Work item: Among the entries that follow, find every line with the word "Morogoro" and list it.

..............................

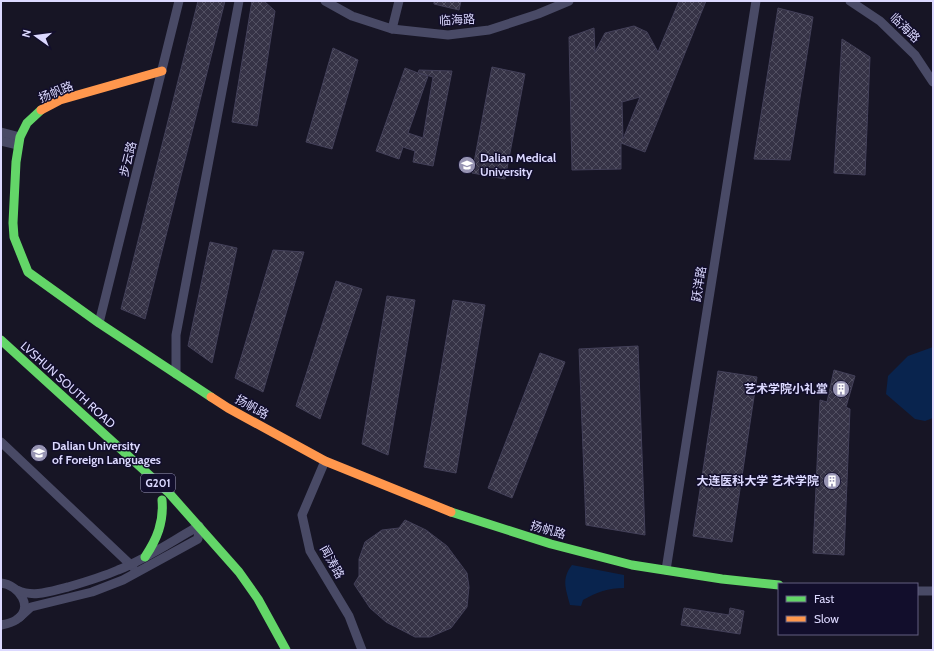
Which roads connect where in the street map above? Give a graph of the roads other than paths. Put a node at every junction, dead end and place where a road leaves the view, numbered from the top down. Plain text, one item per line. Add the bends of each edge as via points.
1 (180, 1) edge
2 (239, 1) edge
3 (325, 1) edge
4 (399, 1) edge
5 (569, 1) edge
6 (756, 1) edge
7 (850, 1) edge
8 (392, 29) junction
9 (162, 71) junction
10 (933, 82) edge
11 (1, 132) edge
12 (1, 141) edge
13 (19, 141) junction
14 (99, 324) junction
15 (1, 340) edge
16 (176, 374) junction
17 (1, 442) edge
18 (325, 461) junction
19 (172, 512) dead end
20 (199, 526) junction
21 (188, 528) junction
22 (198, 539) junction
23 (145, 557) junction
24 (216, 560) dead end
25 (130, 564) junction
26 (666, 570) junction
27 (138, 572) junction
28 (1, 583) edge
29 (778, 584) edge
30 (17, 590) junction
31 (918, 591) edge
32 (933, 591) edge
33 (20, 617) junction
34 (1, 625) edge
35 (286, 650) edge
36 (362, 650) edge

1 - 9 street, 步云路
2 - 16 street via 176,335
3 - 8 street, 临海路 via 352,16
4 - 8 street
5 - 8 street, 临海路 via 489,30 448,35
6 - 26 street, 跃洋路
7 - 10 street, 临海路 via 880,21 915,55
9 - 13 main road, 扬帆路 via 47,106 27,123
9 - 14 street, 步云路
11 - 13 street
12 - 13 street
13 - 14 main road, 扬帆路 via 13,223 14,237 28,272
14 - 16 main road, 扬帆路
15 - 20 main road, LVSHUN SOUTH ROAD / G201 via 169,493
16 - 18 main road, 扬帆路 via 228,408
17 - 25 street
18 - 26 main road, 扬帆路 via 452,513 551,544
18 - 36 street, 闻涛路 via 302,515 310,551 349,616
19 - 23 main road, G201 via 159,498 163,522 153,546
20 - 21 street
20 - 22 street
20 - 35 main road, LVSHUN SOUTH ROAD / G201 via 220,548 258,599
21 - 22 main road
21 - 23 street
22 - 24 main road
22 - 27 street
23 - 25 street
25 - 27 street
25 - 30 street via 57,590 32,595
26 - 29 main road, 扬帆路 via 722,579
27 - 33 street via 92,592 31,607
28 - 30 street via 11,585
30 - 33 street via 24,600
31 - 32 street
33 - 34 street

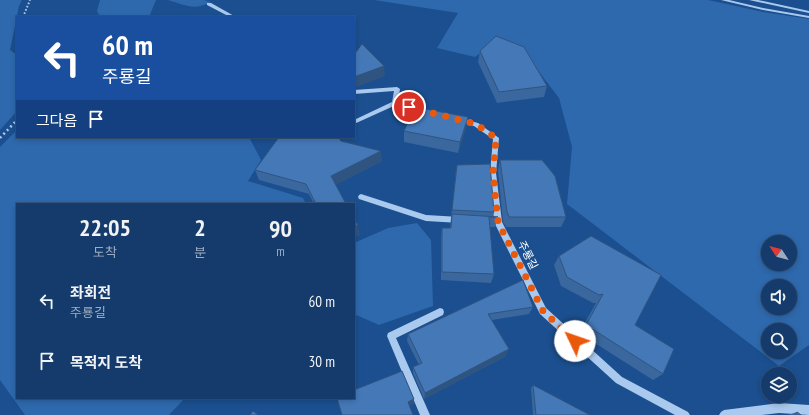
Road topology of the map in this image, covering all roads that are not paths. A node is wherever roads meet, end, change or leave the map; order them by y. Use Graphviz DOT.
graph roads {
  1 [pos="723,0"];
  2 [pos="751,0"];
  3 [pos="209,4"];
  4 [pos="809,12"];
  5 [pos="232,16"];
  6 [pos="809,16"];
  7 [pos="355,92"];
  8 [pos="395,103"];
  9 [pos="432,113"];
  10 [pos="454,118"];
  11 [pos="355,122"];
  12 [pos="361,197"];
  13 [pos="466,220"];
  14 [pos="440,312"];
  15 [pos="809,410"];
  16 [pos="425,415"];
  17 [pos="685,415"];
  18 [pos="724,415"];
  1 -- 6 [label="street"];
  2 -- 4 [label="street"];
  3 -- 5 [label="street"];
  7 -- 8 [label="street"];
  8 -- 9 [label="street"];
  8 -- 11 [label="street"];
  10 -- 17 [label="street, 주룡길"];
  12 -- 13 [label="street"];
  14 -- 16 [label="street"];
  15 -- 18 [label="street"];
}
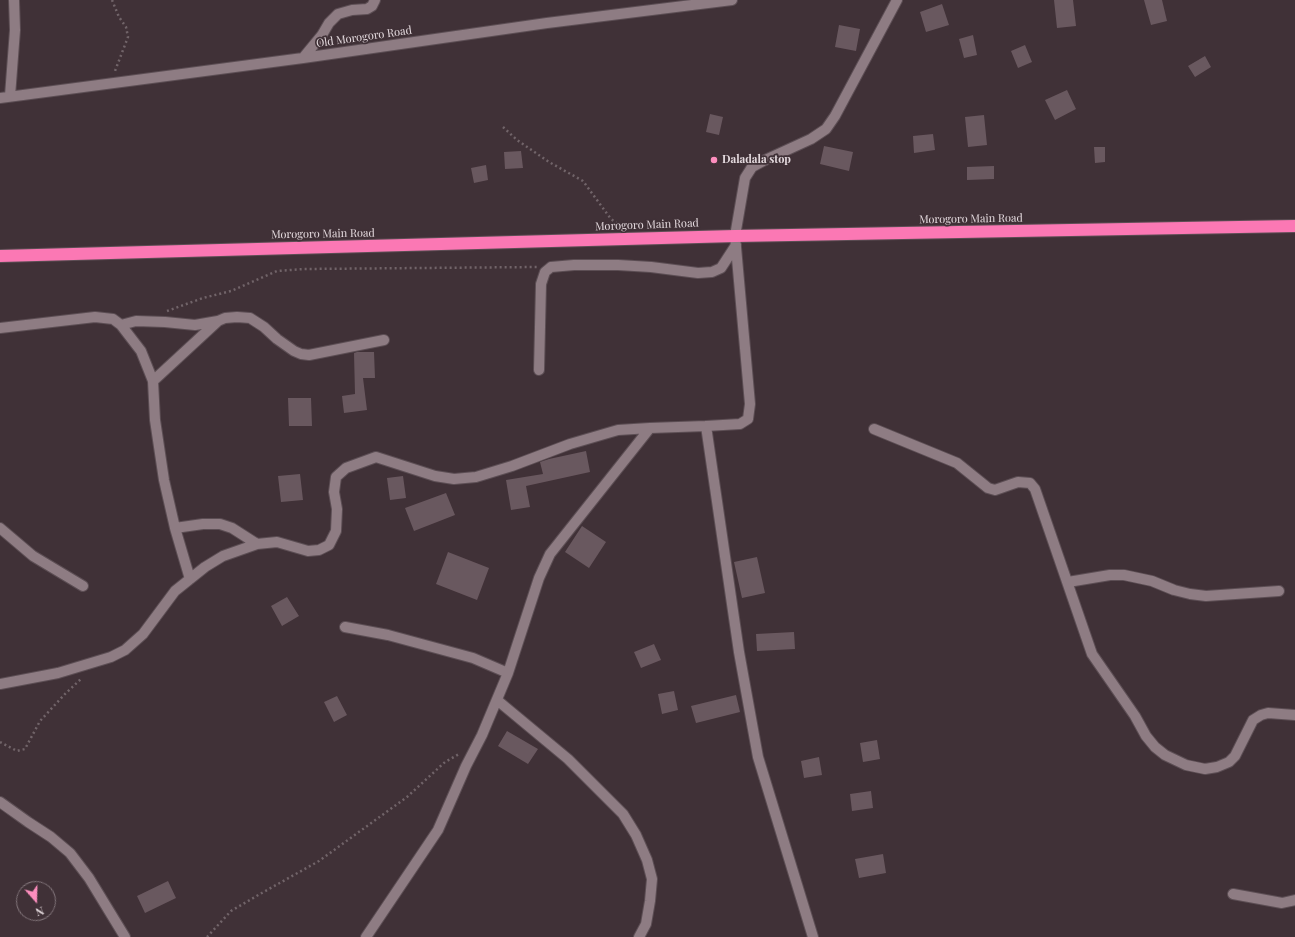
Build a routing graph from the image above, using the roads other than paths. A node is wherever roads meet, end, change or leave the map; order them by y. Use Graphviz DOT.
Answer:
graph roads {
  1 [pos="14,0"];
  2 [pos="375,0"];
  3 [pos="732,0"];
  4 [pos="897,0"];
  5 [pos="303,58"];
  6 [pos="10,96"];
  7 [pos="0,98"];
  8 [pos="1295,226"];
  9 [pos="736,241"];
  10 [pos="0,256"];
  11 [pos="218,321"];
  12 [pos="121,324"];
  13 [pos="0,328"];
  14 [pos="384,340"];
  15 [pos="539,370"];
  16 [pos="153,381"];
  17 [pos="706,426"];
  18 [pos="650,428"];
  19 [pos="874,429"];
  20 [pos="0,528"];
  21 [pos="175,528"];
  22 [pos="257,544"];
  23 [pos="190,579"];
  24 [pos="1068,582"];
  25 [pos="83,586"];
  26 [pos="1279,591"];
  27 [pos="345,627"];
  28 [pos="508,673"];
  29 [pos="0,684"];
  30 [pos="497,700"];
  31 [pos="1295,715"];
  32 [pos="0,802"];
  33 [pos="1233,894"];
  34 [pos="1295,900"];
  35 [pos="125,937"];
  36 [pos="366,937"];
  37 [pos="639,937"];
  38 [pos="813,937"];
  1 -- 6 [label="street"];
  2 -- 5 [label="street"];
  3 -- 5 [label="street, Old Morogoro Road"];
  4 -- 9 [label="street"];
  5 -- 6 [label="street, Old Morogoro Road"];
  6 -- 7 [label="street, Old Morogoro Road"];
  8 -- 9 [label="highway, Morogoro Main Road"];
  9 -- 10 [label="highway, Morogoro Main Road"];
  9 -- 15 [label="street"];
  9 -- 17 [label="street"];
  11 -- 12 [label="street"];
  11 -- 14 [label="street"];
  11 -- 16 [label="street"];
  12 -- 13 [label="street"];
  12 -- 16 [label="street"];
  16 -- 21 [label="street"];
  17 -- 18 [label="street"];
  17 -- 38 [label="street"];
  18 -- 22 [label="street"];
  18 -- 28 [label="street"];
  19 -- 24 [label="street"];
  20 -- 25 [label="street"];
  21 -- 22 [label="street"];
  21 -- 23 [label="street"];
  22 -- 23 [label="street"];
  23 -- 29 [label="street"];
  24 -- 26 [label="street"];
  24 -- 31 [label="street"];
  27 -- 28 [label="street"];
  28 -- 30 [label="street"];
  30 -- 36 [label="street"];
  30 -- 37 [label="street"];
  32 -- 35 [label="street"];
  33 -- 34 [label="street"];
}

..............................

Exercise output:
  3 -- 5 [label="street, Old Morogoro Road"];
  5 -- 6 [label="street, Old Morogoro Road"];
  6 -- 7 [label="street, Old Morogoro Road"];
  8 -- 9 [label="highway, Morogoro Main Road"];
  9 -- 10 [label="highway, Morogoro Main Road"];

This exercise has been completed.